PRIMARY OBJECTIVES:
I. To determine the efficacy of local consolidative therapy (LCT) followed by durvalumab for
oligoprogressive non-small cell lung cancer (NSCLC) compared to historical standard control
in terms of progression-free survival (PFS).
II. To determine the efficacy of LCT followed by chemotherapy and durvalumab for
polyprogressive NSCLC compared to historical standard control in terms of PFS.
SECONDARY OBJECTIVES:
I. To determine the efficacy of LCT followed by durvalumab for oligoprogressive NSCLC
compared to historical standard control in terms of overall survival (OS)1.
II. To determine the efficacy of LCT followed by chemotherapy and durvalumab for
polyprogressive NSCLC compared to historical standard control in terms of OS1.
III. To determine the efficacy of LCT followed by durvalumab for oligoprogressive NSCLC
compared to historical standard control in terms of OS2.
IV. To determine the efficacy of LCT followed by chemotherapy and durvalumab for
polyprogressive NSCLC compared to historical standard control in terms of OS2.
V. To assess patterns of failure after LCT followed by durvalumab for oligoprogressive NSCLC.

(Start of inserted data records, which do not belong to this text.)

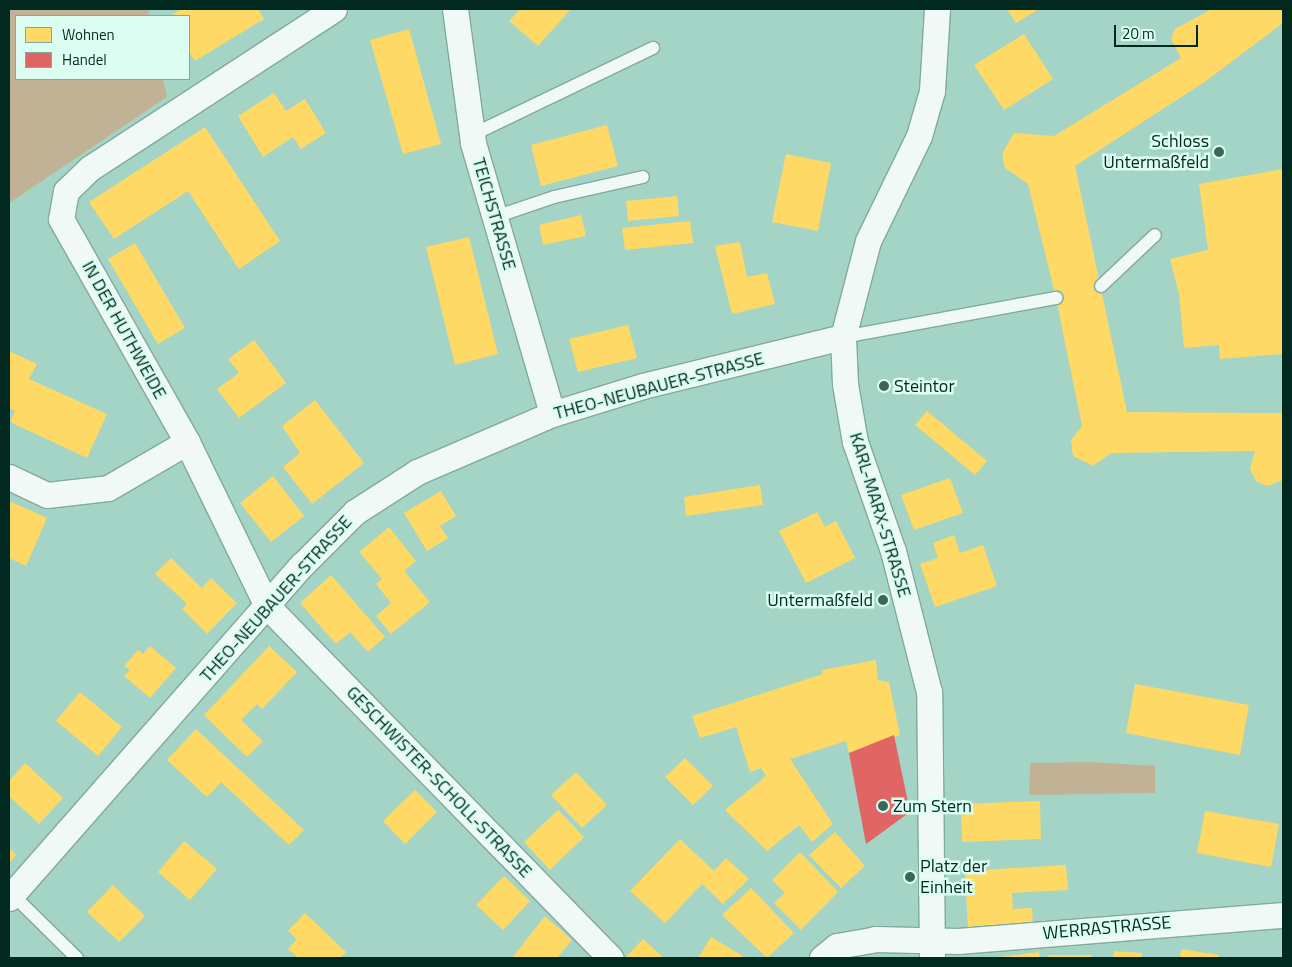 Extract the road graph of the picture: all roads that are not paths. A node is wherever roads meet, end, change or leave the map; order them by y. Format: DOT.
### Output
graph roads {
  1 [pos="334,9"];
  2 [pos="455,9"];
  3 [pos="937,9"];
  4 [pos="653,48"];
  5 [pos="472,135"];
  6 [pos="643,177"];
  7 [pos="495,217"];
  8 [pos="1155,235"];
  9 [pos="1101,286"];
  10 [pos="1056,298"];
  11 [pos="844,337"];
  12 [pos="552,414"];
  13 [pos="186,442"];
  14 [pos="9,477"];
  15 [pos="267,606"];
  16 [pos="10,896"];
  17 [pos="1283,915"];
  18 [pos="932,950"];
  19 [pos="77,958"];
  20 [pos="611,958"];
  21 [pos="822,958"];
  1 -- 13 [label="street, IN DER HUTHWEIDE"];
  2 -- 5 [label="street, TEICHSTRASSE"];
  3 -- 11 [label="street, KARL-MARX-STRASSE"];
  4 -- 5 [label="lane"];
  5 -- 7 [label="street, TEICHSTRASSE"];
  6 -- 7 [label="lane"];
  7 -- 12 [label="street, TEICHSTRASSE"];
  8 -- 9 [label="lane"];
  10 -- 11 [label="lane"];
  11 -- 12 [label="street, THEO-NEUBAUER-STRASSE"];
  11 -- 18 [label="street, KARL-MARX-STRASSE"];
  12 -- 15 [label="street, THEO-NEUBAUER-STRASSE"];
  13 -- 14 [label="street"];
  13 -- 15 [label="street, IN DER HUTHWEIDE"];
  15 -- 16 [label="street, THEO-NEUBAUER-STRASSE"];
  15 -- 20 [label="street, GESCHWISTER-SCHOLL-STRASSE"];
  16 -- 19 [label="lane"];
  17 -- 18 [label="street, WERRASTRASSE"];
  18 -- 21 [label="street, WERRASTRASSE"];
}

VI. To assess patterns of failure of LCT followed by chemotherapy and durvalumab for
polyprogressive NSCLC.
VII. To assess quality of life of LCT followed by durvalumab for oligoprogressive NSCLC.
VIII. To assess quality of life of LCT followed by chemotherapy and durvalumab for
polyprogressive NSCLC.
SAFETY OBJECTIVES:
I. To assess the safety and tolerability profile of LCT followed by durvalumab for
oligoprogressive NSCLC.
II. To assess the safety and tolerability profile of LCT followed by chemotherapy and
durvalumab for polyprogressive NSCLC.
EXPLORATORY OBJECTIVES:
I. Biomarker analyses on tumor biopsies pre-radiation, while on systemic therapy (cycle 2),
and optional at progression, as well as blood collections pre-radiation, pre-durvalumab,
while on systemic therapy (cycle 2), every other restaging scan, and optional at progression.

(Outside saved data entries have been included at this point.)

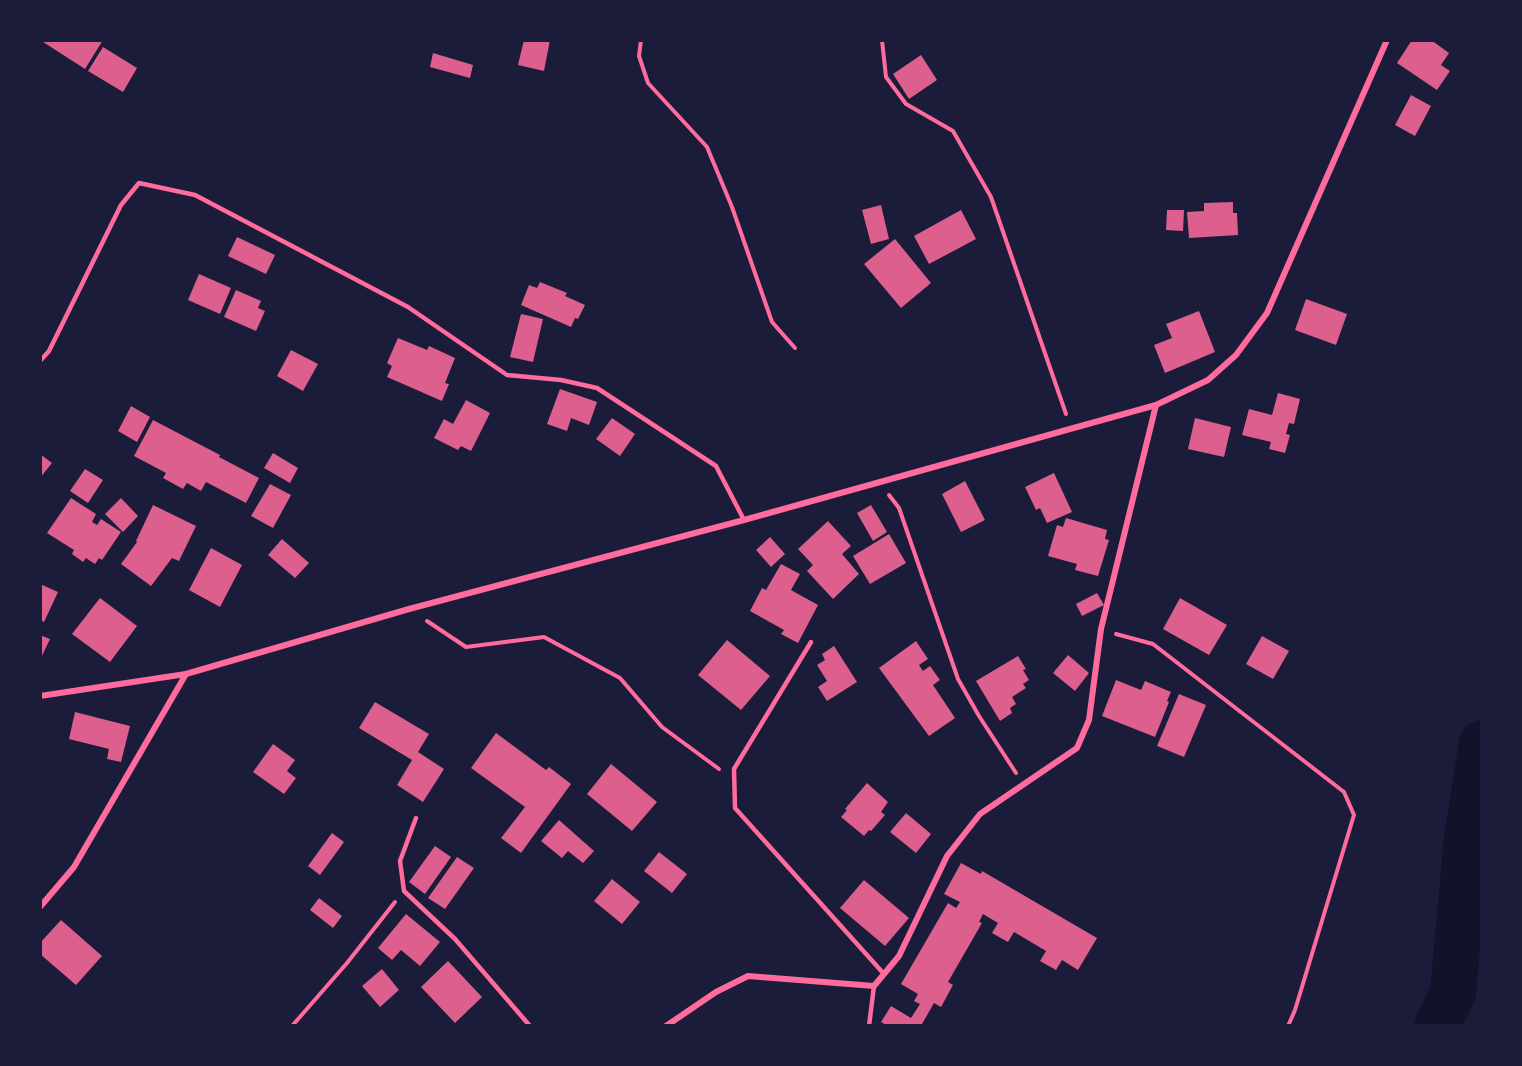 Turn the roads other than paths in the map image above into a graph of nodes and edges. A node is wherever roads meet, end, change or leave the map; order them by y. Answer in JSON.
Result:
{"nodes":[{"id":1,"x":1387,"y":40,"type":"edge"},
{"id":2,"x":40,"y":361,"type":"edge"},
{"id":3,"x":1156,"y":405,"type":"junction"},
{"id":4,"x":744,"y":519,"type":"junction"},
{"id":5,"x":811,"y":642,"type":"dead end"},
{"id":6,"x":186,"y":674,"type":"junction"},
{"id":7,"x":40,"y":696,"type":"edge"},
{"id":8,"x":416,"y":818,"type":"dead end"},
{"id":9,"x":40,"y":907,"type":"edge"},
{"id":10,"x":884,"y":974,"type":"junction"},
{"id":11,"x":874,"y":986,"type":"junction"},
{"id":12,"x":530,"y":1026,"type":"edge"},
{"id":13,"x":666,"y":1026,"type":"edge"},
{"id":14,"x":869,"y":1026,"type":"edge"}],
"edges":[{"from":1,"to":3,"type":"street"},
{"from":2,"to":4,"type":"lane"},
{"from":3,"to":4,"type":"street"},
{"from":3,"to":10,"type":"street"},
{"from":4,"to":6,"type":"street"},
{"from":5,"to":10,"type":"lane"},
{"from":6,"to":7,"type":"street"},
{"from":6,"to":9,"type":"street"},
{"from":8,"to":12,"type":"lane"},
{"from":10,"to":11,"type":"street"},
{"from":11,"to":13,"type":"street"},
{"from":11,"to":14,"type":"lane"}]}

II. Microbiome analyses on stool sample pre-radiation, pre-systemic therapy, and at
progression.
OUTLINE: Patients are assigned to 1 of 2 cohorts.
COHORT A (OLIGOPROGRESSIVE): Patients undergo LCT consisting of radiation therapy and/or
surgery, then receive durvalumab intravenously (IV) over 1 hour on day 1. Cycles repeat every
28 days in the absence of disease progression or unacceptable toxicity.
COHORT B (POLYPROGRESSIVE): Patients undergo LCT consisting of radiation therapy and/or
surgery, then receive durvalumab IV over 1 hour on day 1. Patients also receive one of the
following chemotherapy options: carboplatin and paclitaxel on day 1, carboplatin on day 1 and
nab-paclitaxel on days 1, 8, 15, or carboplatin on day 1 and gemcitabine on days 1 and 8.
Treatment repeats every 21 days for 4 cycles in the absence of disease progression or
unacceptable toxicity. Patients with non-squamous histology receive pemetrexed on day 1 every
21 days for cycles 1-4, pemetrexed and durvalumab IV on day 1 every 28 days in the absence of
disease progression or unacceptable toxicity.
After completion of study treatment, patients are followed up every 12 weeks for 2 years.
Inclusion Criteria:
- Capable of giving signed informed consent which includes compliance with the
requirements and restrictions listed in the informed consent form (ICF) and in this
protocol
- Stage III NSCLC (AJCC 7th and 8th edition) patients who received standard
chemoradiation followed by durvalumab therapy with either progressive disease or
persistent disease. Persistent disease defined as residual positron emission
tomography (PET) avidity 6 months after completion of initial definitive therapy and
confirmed with biopsy
- For lung adenocarcinoma patients, patients must not harbor any EGFR sensitizing
mutations, ALK fusion, ROS1 rearrangements, RET fusions, or MET exon 14 skipping
mutations where there are standard of care therapy options available. For patients
with histologies other than adenocarcinoma, EGFR and ALK status is not required.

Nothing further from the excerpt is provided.